A poem by Madison Julius Cawein

The hat he wore was full of holes,
And his battered shoes were worn to the soles.
His shirt was a rag, held together with pins,
And his trousers patched with outs and ins.
A negro tramp, a roustabout,
Less safe than a wild beast broken out:
And like to a beast, he slouched along
The lane which the birds made sweet with song:
Where the wild rose wooed with golden eyes
The honeybees and the butterflies.
But the bird's glad song and the scent of the rose
Meant nothing to him of the love man knows.
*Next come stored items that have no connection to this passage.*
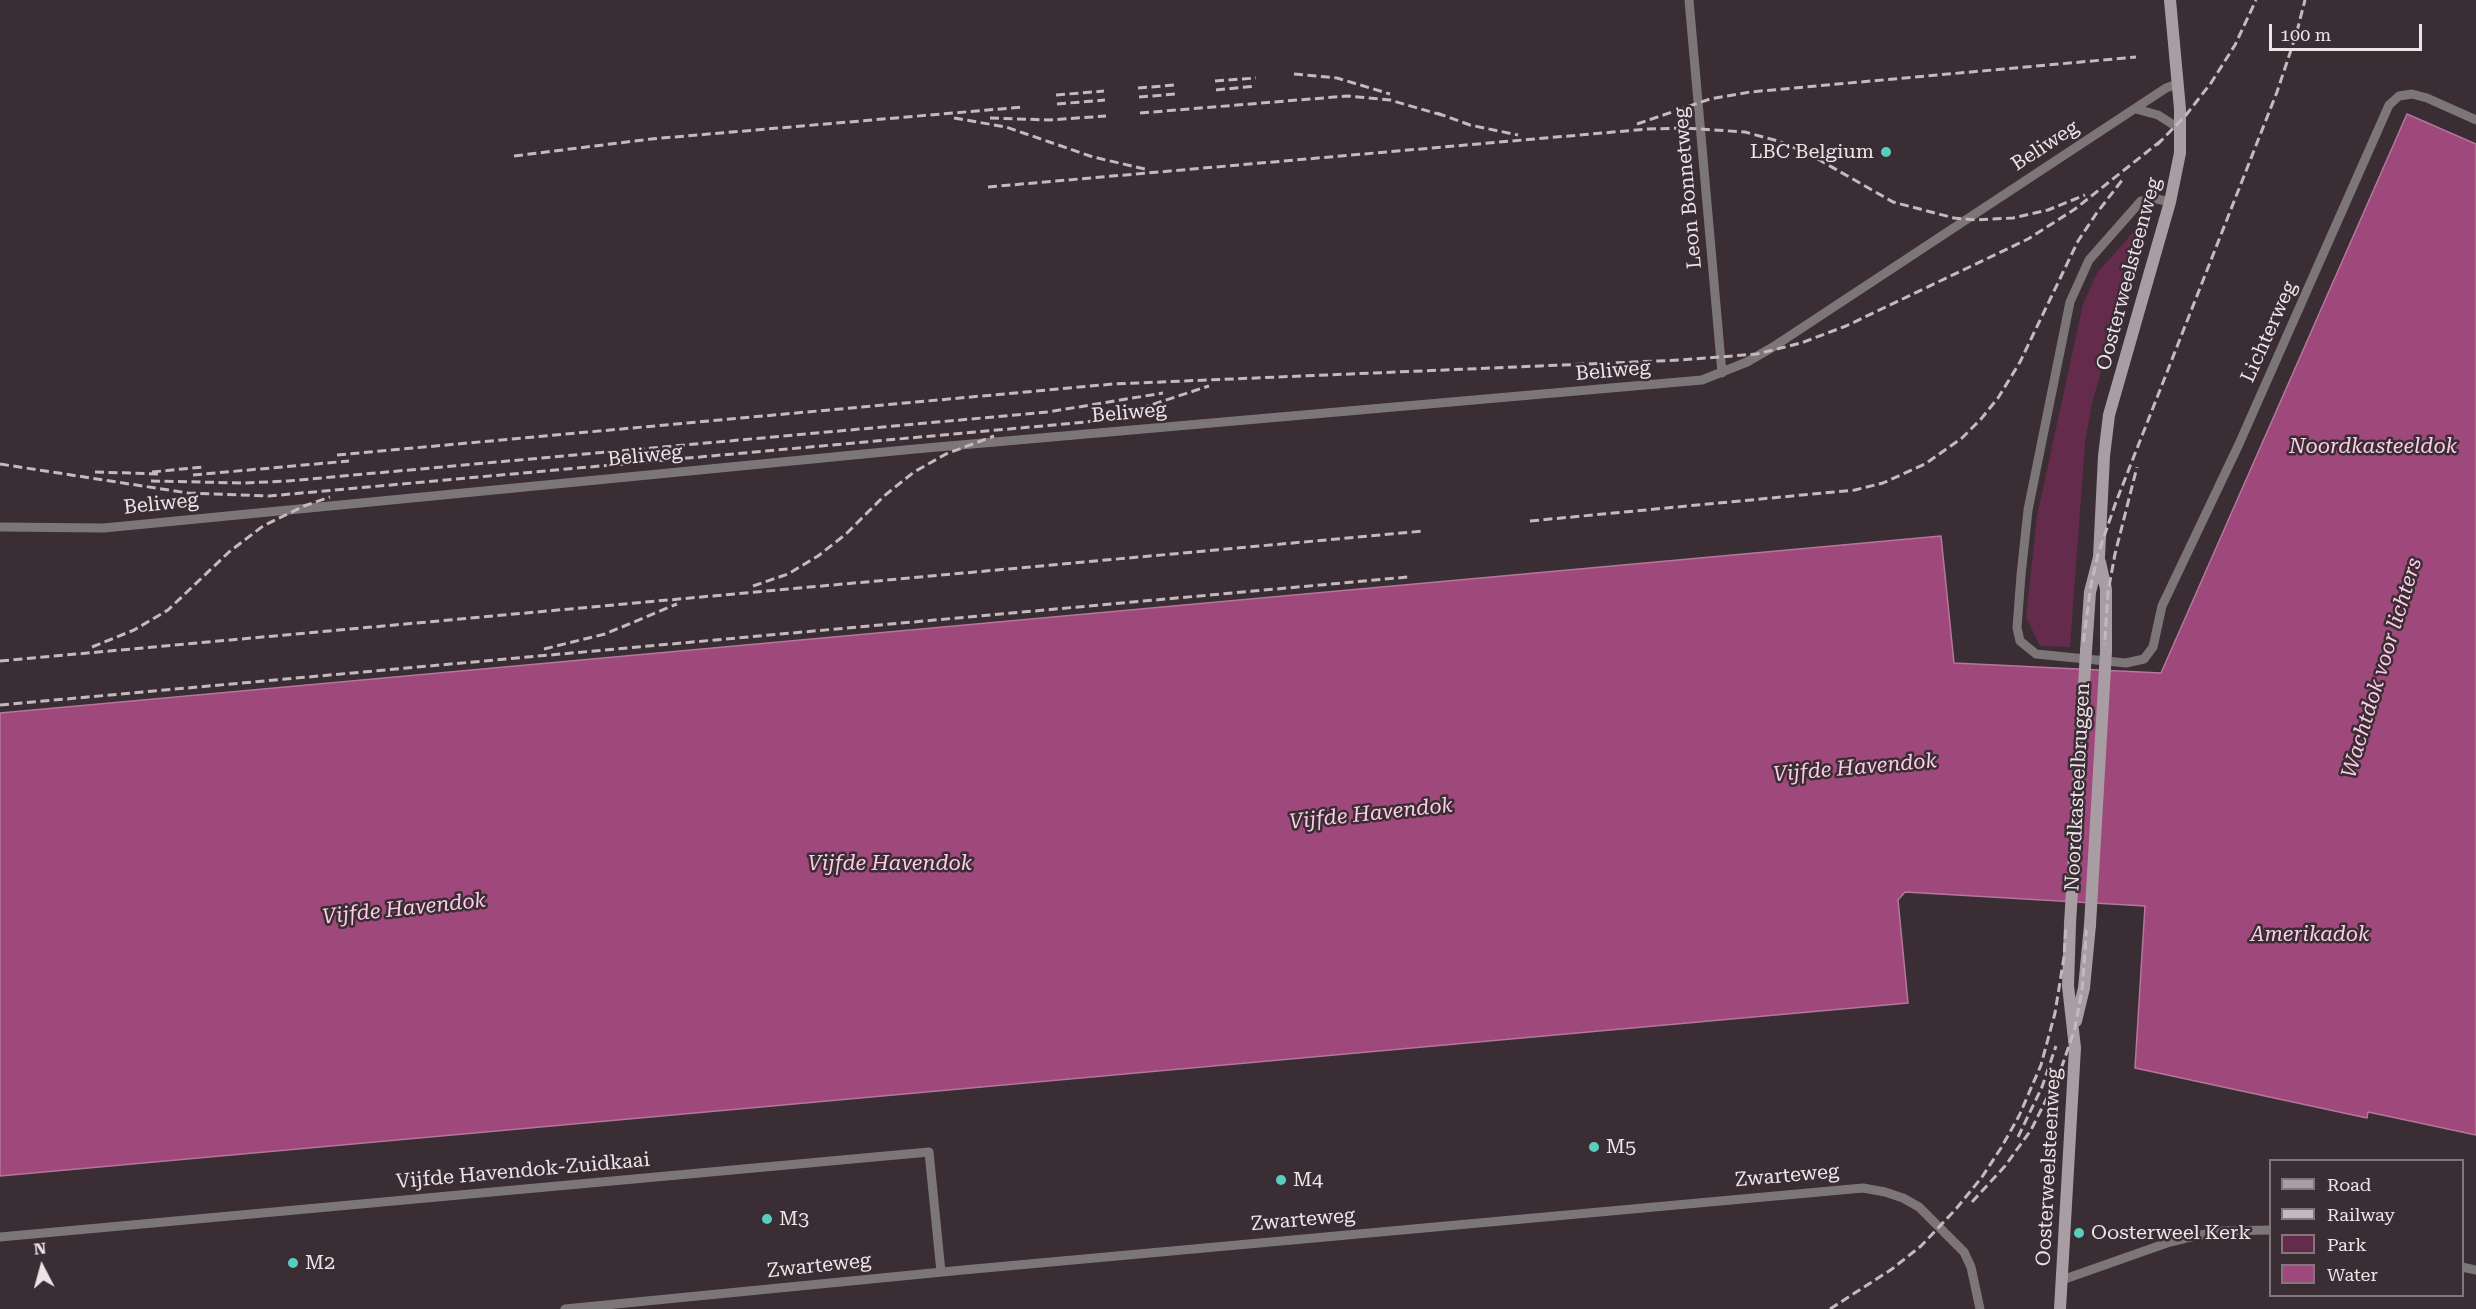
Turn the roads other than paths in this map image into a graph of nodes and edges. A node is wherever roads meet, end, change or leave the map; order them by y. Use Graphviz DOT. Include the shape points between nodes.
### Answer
graph roads {
  1 [pos="1689,0"];
  2 [pos="2170,0"];
  3 [pos="2177,84"];
  4 [pos="2136,109"];
  5 [pos="2476,120"];
  6 [pos="2180,129"];
  7 [pos="2170,202"];
  8 [pos="1722,374"];
  9 [pos="0,527"];
  10 [pos="2099,557"];
  11 [pos="2086,651"];
  12 [pos="2106,651"];
  13 [pos="2070,924"];
  14 [pos="2090,925"];
  15 [pos="2075,1028"];
  16 [pos="2269,1230"];
  17 [pos="0,1237"];
  18 [pos="940,1272"];
  19 [pos="2062,1280"];
  20 [pos="565,1309"];
  21 [pos="1980,1309"];
  22 [pos="2060,1309"];
  1 -- 8 [label="street, Leon Bonnetweg"];
  2 -- 3 [label="main road, Oosterweelsteenweg"];
  3 -- 4 [label="street, Beliweg"];
  3 -- 6 [label="main road, Oosterweelsteenweg"];
  4 -- 6 [label="street" via="2158,115"];
  4 -- 8 [label="street, Beliweg" via="1773,347"];
  5 -- 7 [label="street, Lichterweg" via="2412,94 2399,96 2389,105 2239,444 2162,606 2153,647 2144,659 2126,663 2036,654 2020,641 2017,617 2028,510 2070,302 2090,260 2141,201"];
  6 -- 7 [label="main road, Oosterweelsteenweg" via="2180,153"];
  7 -- 10 [label="main road, Oosterweelsteenweg" via="2109,415"];
  8 -- 9 [label="street, Beliweg" via="1702,380 789,461 104,528"];
  10 -- 11 [label="main road, Oosterweelsteenweg" via="2090,592"];
  10 -- 12 [label="main road, Oosterweelsteenweg" via="2106,589"];
  11 -- 13 [label="main road, Noordkasteelbruggen, bridge"];
  12 -- 14 [label="main road, Noordkasteelbruggen, bridge"];
  13 -- 15 [label="main road, Oosterweelsteenweg" via="2068,986"];
  14 -- 15 [label="main road, Oosterweelsteenweg" via="2084,988"];
  15 -- 19 [label="main road, Oosterweelsteenweg"];
  16 -- 19 [label="street" via="2196,1236"];
  17 -- 18 [label="street, Vijfde Havendok-Zuidkaai" via="928,1152"];
  18 -- 20 [label="street, Zwarteweg"];
  18 -- 21 [label="street, Zwarteweg" via="1863,1188 1903,1198 1919,1208 1964,1252"];
  19 -- 22 [label="main road, Oosterweelsteenweg"];
}
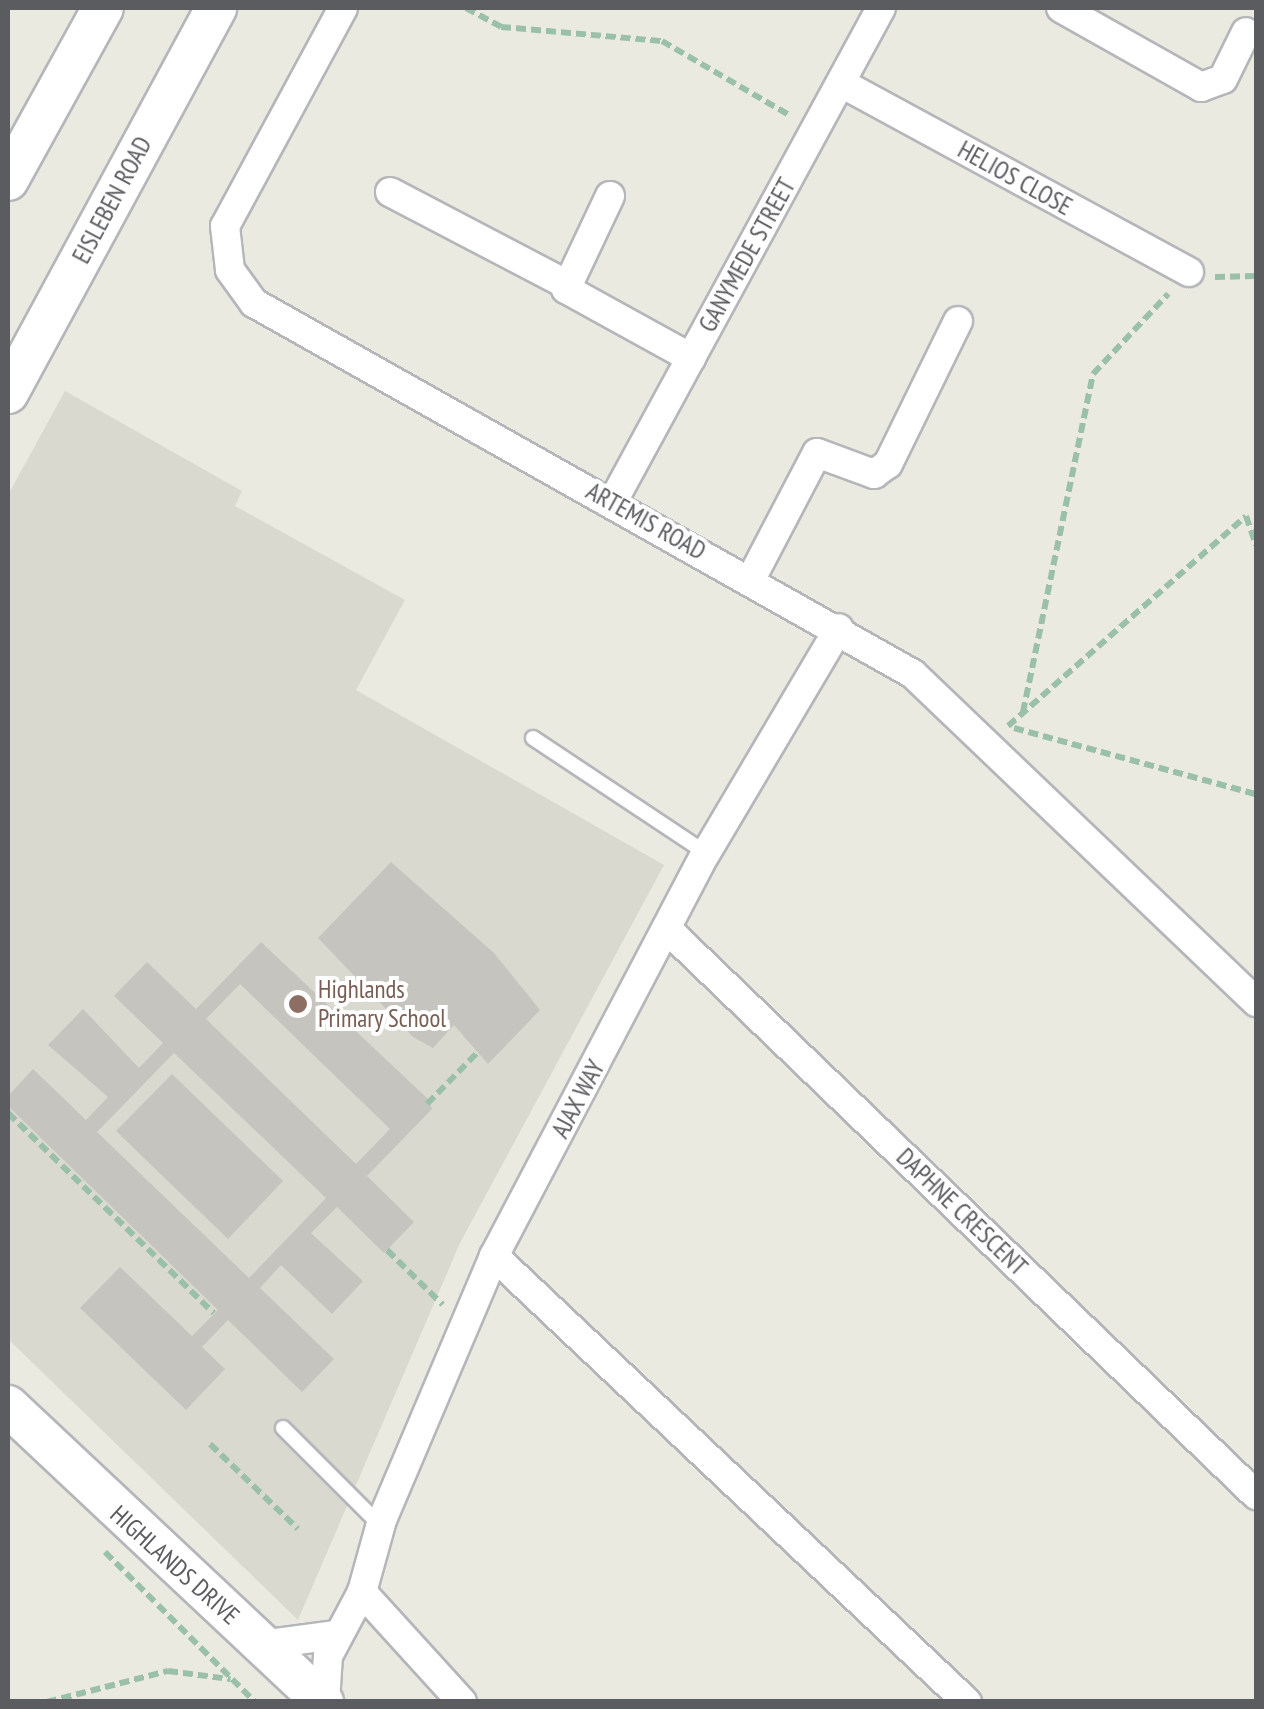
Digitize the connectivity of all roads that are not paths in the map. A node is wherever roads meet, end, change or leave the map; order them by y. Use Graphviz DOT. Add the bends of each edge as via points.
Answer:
graph roads {
  1 [pos="102,8"];
  2 [pos="216,8"];
  3 [pos="343,8"];
  4 [pos="881,8"];
  5 [pos="1060,8"];
  6 [pos="1246,32"];
  7 [pos="841,83"];
  8 [pos="8,180"];
  9 [pos="390,192"];
  10 [pos="610,196"];
  11 [pos="1189,272"];
  12 [pos="564,283"];
  13 [pos="958,321"];
  14 [pos="691,358"];
  15 [pos="8,393"];
  16 [pos="612,503"];
  17 [pos="750,579"];
  18 [pos="839,628"];
  19 [pos="533,738"];
  20 [pos="706,853"];
  21 [pos="666,929"];
  22 [pos="1256,1002"];
  23 [pos="494,1256"];
  24 [pos="14,1420"];
  25 [pos="283,1428"];
  26 [pos="1256,1495"];
  27 [pos="380,1526"];
  28 [pos="362,1592"];
  29 [pos="336,1635"];
  30 [pos="261,1645"];
  31 [pos="324,1702"];
  32 [pos="462,1702"];
  33 [pos="967,1702"];
  1 -- 8 [label="main road"];
  2 -- 15 [label="main road, EISLEBEN ROAD"];
  3 -- 16 [label="street, ARTEMIS ROAD" via="232,207 225,250 239,286 254,303"];
  4 -- 7 [label="street, GANYMEDE STREET"];
  5 -- 6 [label="street" via="1202,87 1224,79"];
  7 -- 11 [label="street, HELIOS CLOSE"];
  7 -- 14 [label="street, GANYMEDE STREET"];
  9 -- 12 [label="street"];
  10 -- 12 [label="street"];
  12 -- 14 [label="street"];
  13 -- 17 [label="street" via="888,464 874,474 818,453"];
  14 -- 16 [label="street, GANYMEDE STREET"];
  16 -- 17 [label="street, ARTEMIS ROAD"];
  17 -- 18 [label="street, ARTEMIS ROAD"];
  18 -- 20 [label="street, AJAX WAY"];
  18 -- 22 [label="street, ARTEMIS ROAD" via="946,702"];
  19 -- 20 [label="lane"];
  20 -- 21 [label="street, AJAX WAY"];
  21 -- 23 [label="street, AJAX WAY"];
  21 -- 26 [label="street, DAPHNE CRESCENT"];
  23 -- 27 [label="street, AJAX WAY"];
  23 -- 33 [label="street" via="537,1287"];
  24 -- 30 [label="main road, HIGHLANDS DRIVE"];
  25 -- 27 [label="lane"];
  27 -- 28 [label="street, AJAX WAY"];
  28 -- 29 [label="street, AJAX WAY"];
  28 -- 32 [label="street"];
  29 -- 30 [label="street"];
  29 -- 31 [label="street, AJAX WAY"];
  30 -- 31 [label="main road, HIGHLANDS DRIVE"];
}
If he heard or heeded 't was but to curse
Love had no place in his universe.
And there in the lane one met with him
A girl of ten who was fair and slim:
A farmer's daughter, whose auburn hair
Shone bright as a sunbeam moving there:
And bare of head, as she was of foot,
She passed the tramp with a smiled salute.
She bore in her hand, that was dark with stain,
A pail of berries she'd picked I' the lane.
Without a word he let her pass
Like a wildrose nodding above the grass.
Innocent, trusting, free from guile,
She met his look with a friendly smile.
And he? He laughed when the child had passed,
And a furtive glance about him cast,
Then turned and followed. His chance was now
To serve the Whiteman out somehow.
He would get even for many a kick.
Now was his time to turn a trick.


Next day they found her, battered and torn,
Her small child's body hid under a thorn.
And, oh! I wonder, good brother of mine,
Why God in His Heaven gave never a sign.
Why she, the lovely, the young, the shy,
Like a beast of the field should have to die:
While he, the hideous, kin to the ape,
God, in His Heaven, should let escape.